– Раз уж колдунья приговорена, – сказал он, – казнь следует ускорить. Пусть она пройдет со всеми формальностями и состоится на Гревской площади, дабы лицезреть ее смогло как можно больше народа. Кроме того, чтобы успокоиться совершенно, вечером, Валуа, я сам приеду в Тампль и поговорю с этой девушкой.
Валуа от изумления даже не нашелся, что и ответить.
Король уже встал. Будучи человеком крайне непостоянным в мыслях и настроении, Людовик быстро переходил от тревог к радостям; вот и сейчас он уже бежал к королеве, чтобы сообщить о решениях, принятых на государственном совете во имя ее выздоровления. Валуа и Мариньи какое-то время молча смотрели друг на друга. Возможно, еще немного – и общая опасность их бы сблизила. Мариньи думал:
«Вечером король узнает, что Миртиль больше нет в Тампле. Если он прикажет арестовать Валуа, не дав тому времени оправдаться… Да, возможно, это выход! Что ж, нужно сделать, чтобы так все и случилось, чтобы вечером Валуа арестовали за пособничество колдунье!»
Валуа же говорил себе:
«Да, я буду жестоко страдать, смотря, как умирает эта девушка… Но раз уж только это может меня спасти, она должна умереть. Вечером король должен обнаружить ее в камере. К тому времени мне нужно во чтобы то ни стало ее найти».

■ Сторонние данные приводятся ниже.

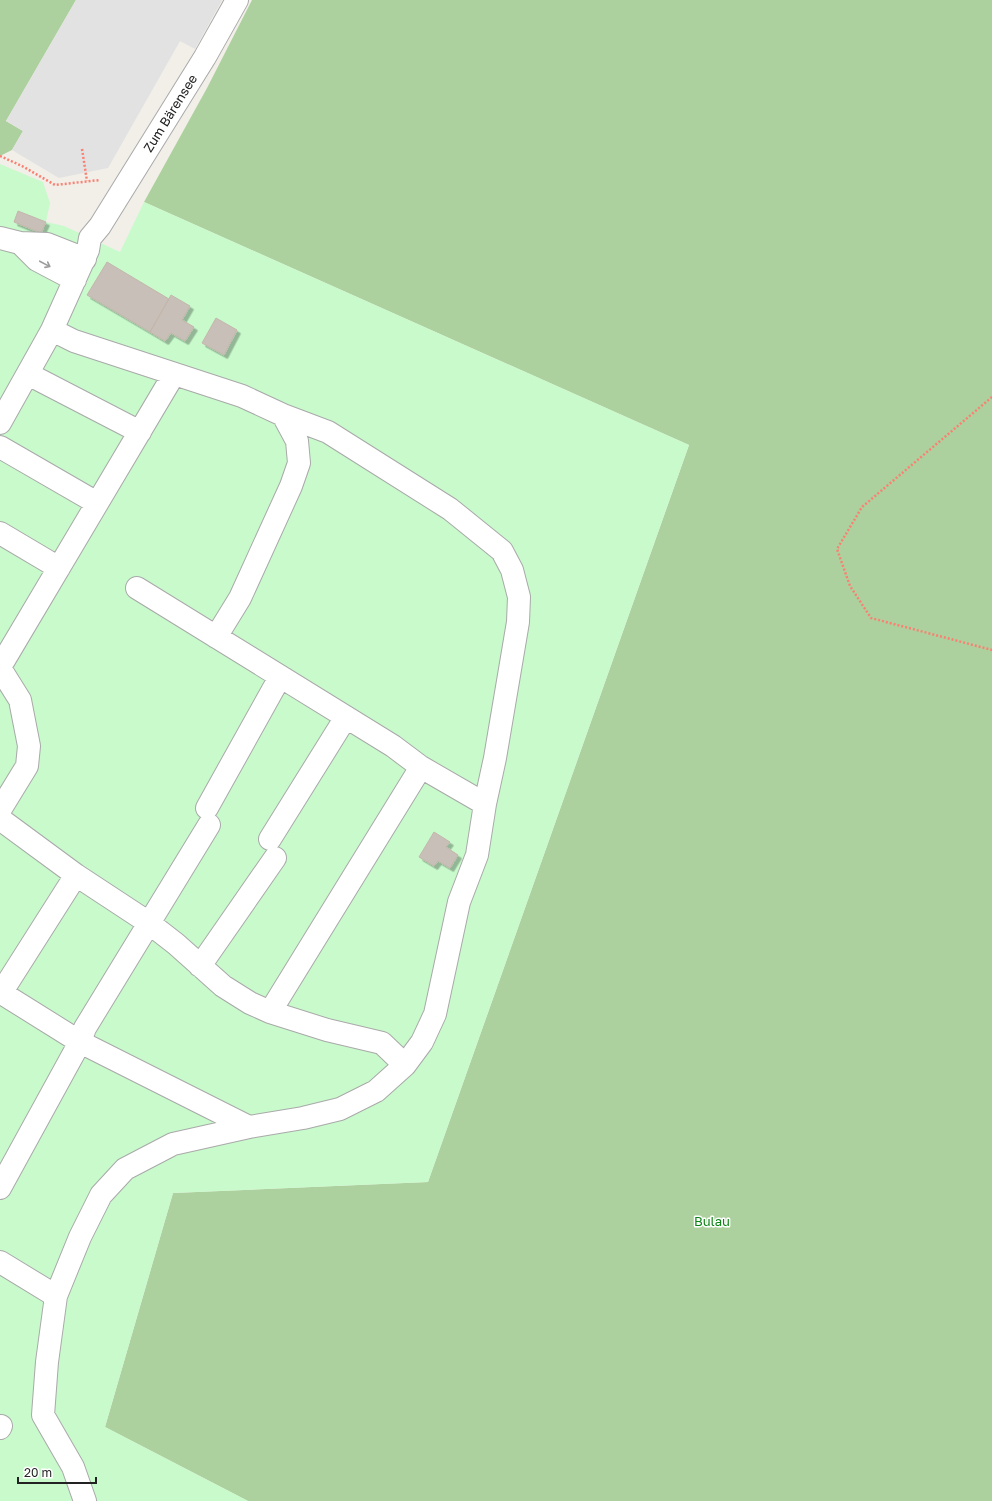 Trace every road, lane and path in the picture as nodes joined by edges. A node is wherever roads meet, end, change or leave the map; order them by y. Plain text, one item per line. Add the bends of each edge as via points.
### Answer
1 (237, 0) edge
2 (82, 149) dead end
3 (0, 156) edge
4 (130, 177) junction
5 (87, 181) junction
6 (10, 240) edge
7 (92, 243) junction
8 (75, 280) junction
9 (52, 330) junction
10 (28, 374) junction
11 (174, 374) junction
12 (992, 397) edge
13 (283, 415) junction
14 (0, 423) edge
15 (140, 432) junction
16 (0, 447) edge
17 (97, 503) junction
18 (0, 533) edge
19 (59, 568) junction
20 (137, 588) dead end
21 (216, 636) junction
22 (992, 650) edge
23 (0, 668) edge
24 (280, 676) junction
25 (346, 717) junction
26 (421, 767) junction
27 (485, 804) junction
28 (0, 810) edge
29 (0, 819) edge
30 (76, 875) junction
31 (149, 923) junction
32 (200, 966) junction
33 (1, 993) edge
34 (270, 1012) junction
35 (80, 1042) junction
36 (405, 1066) junction
37 (249, 1127) junction
38 (0, 1188) edge
39 (0, 1262) edge
40 (56, 1296) junction
41 (85, 1501) edge

1 - 4 street, Zum Bärensee via 205,57
2 - 5 path
3 - 5 path via 55,185
4 - 5 path
4 - 7 street, Zum Bärensee
6 - 7 street via 47,244
6 -> 8 street via 37,260
7 - 8 street, Zum Bärensee
8 - 9 street, Zum Bärensee
9 - 10 street, Zum Bärensee
9 - 11 street via 74,341
10 - 14 street, Zum Bärensee
10 - 15 street
11 - 13 street via 242,396
11 - 15 street
12 - 22 path via 862,507 837,549 850,586 871,618
13 - 21 street via 297,440 299,463 240,598
13 - 27 street via 328,432 450,509 502,551 512,570 519,597 518,622
15 - 17 street
16 - 17 street
17 - 19 street
18 - 19 street
19 - 23 street
20 - 21 street
21 - 24 street
23 - 28 street via 20,700 29,746 27,766
24 - 25 street
24 - 31 street
25 - 26 street
25 - 32 street via 272,849
26 - 27 street
26 - 34 street
27 - 36 street via 477,855 460,902 435,1014 422,1042
29 - 30 street
30 - 31 street
30 - 33 street
31 - 32 street
31 - 35 street via 85,1028
32 - 34 street via 223,986
33 - 35 street
34 - 36 street via 327,1030 382,1043
35 - 37 street
35 - 38 street
36 - 37 street via 376,1091 340,1109
37 - 40 street via 172,1144 125,1169 101,1195 80,1237
39 - 40 street
40 - 41 street via 43,1415 72,1468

Мариньи, как и король, направился к покоям королевы. Валуа, как и всегда, выехал из Лувра в сопровождении внушительного вооруженного эскорта и вернулся в свой особняк, расположенный на Большой улице Святой Екатерины, рядом с Сент-Антуанским воротами. Этот особняк, как и большинство принадлежавших сеньорам домов того времени, представлял собой скорее крепость, способную, при необходимости, выдержать осаду. Граф держал в нем значительное количество дворян и солдат. Как и Лувр, владение это было окружено рвом, над различными его строениями высились зубчатые стены, на которых несли вахту лучники.
Не успев войти в дом, граф приказал разыскать Симона Маленгра. Тот объявился, едва прозвучало его имя, – где бы Валуа ни находился, он в любое время суток мог быть уверен, что обнаружит Маленгра под рукой.

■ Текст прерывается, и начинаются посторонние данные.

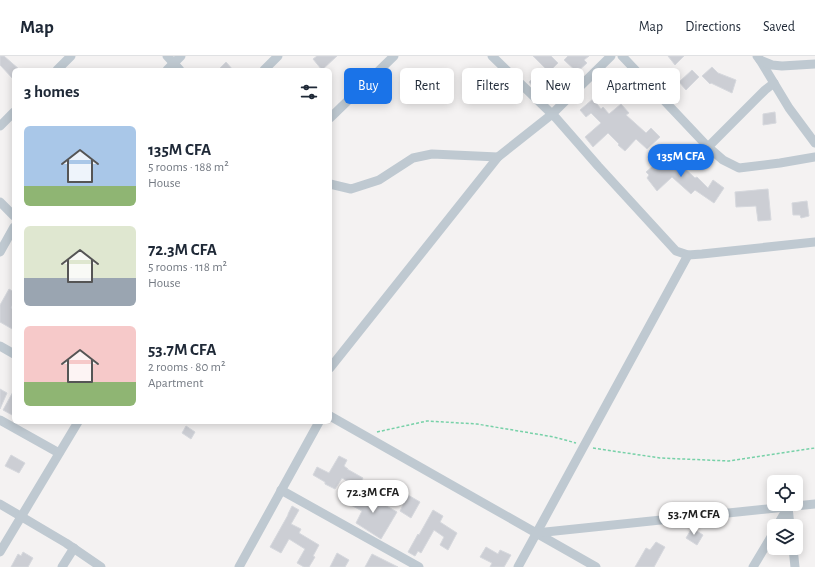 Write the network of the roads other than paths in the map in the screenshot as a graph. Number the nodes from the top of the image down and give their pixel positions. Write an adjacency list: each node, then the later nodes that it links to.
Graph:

Симон Маленгр исполнял в особняке графа функции главного управляющего. Его ненавидела и боялась вся челядь, его презирали жандармы, но ни ненависть, ни презрение не мешали ему продолжать с коварным упорством воплощать в жизнь свой план, который заключался в обогащении любыми способами, и даже, как это было видно из его разговора с Бигорном, в ущерб хозяину.
– Симон, – сказал Валуа, – речь идет о деле исключительной важности; возможно, на кону мое положение при дворе и даже жизнь.

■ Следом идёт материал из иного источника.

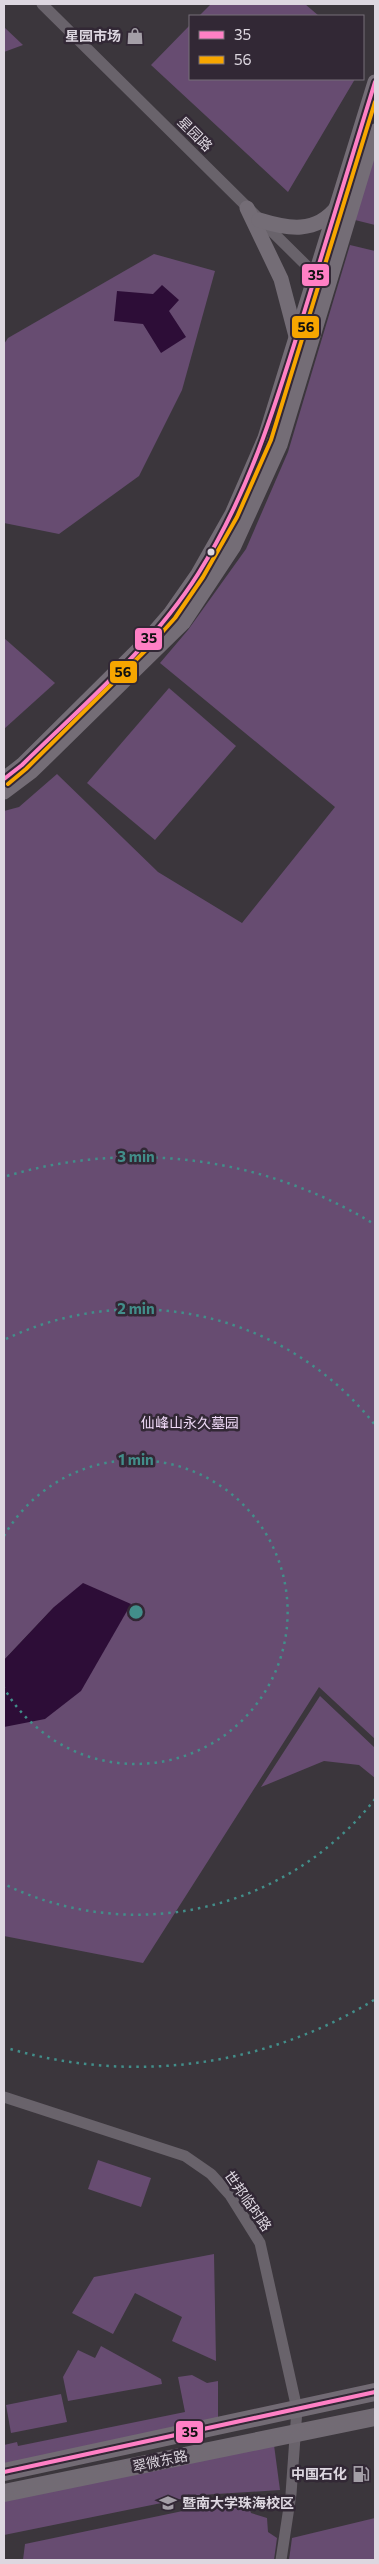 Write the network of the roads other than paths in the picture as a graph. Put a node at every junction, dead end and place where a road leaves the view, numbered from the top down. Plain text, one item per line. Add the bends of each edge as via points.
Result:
1 (42, 4) edge
2 (375, 82) edge
3 (375, 131) edge
4 (338, 206) junction
5 (247, 208) junction
6 (259, 220) junction
7 (322, 279) junction
8 (297, 337) junction
9 (4, 779) edge
10 (4, 792) edge
11 (4, 2098) edge
12 (375, 2392) edge
13 (297, 2409) junction
14 (375, 2417) edge
15 (297, 2433) junction
16 (4, 2472) edge
17 (4, 2493) edge
18 (281, 2560) edge

1 - 5 street, 星园路
2 - 4 main road
3 - 7 main road
4 - 6 main road via 328,219 306,226 281,227
4 - 7 main road
5 - 6 street, 星园路
5 - 8 main road via 281,279
6 - 7 street, 星园路
7 - 8 main road
7 - 10 main road via 280,446 234,546 183,623 32,771
8 - 9 main road via 265,438 232,514 198,574 144,644
11 - 13 street, 世邦临时路 via 185,2156 211,2174 230,2195 260,2243
12 - 13 main road, 翠微东路
13 - 15 street, 世邦临时路
13 - 16 main road, 翠微东路
14 - 15 main road, 翠微东路
15 - 17 main road, 翠微东路
15 - 18 street, 世邦临时路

– Монсеньору известно, что если нужно будет бежать, мы всегда готовы – и днем, и ночью.
– Бежать! – проворчал Валуа, чьи кулаки сжались, а глаза налились желчью. – Может, придется и бежать! Бежать! Оставить место Мариньи! Позволить ему насладиться победой, в очередной раз испытать этот стыд!.. Но не все еще потеряно… И я вновь рассчитываю на тебя, Симон… Только ты можешь меня спасти!..
– Моя жизнь принадлежит вам, монсеньор.
– Речь сейчас идет не о твоей жизни. Я и сам отлично знаю, что она мне принадлежит, так как при малейшем подозрении, как в том случае с этим мерзавцем Бигорном…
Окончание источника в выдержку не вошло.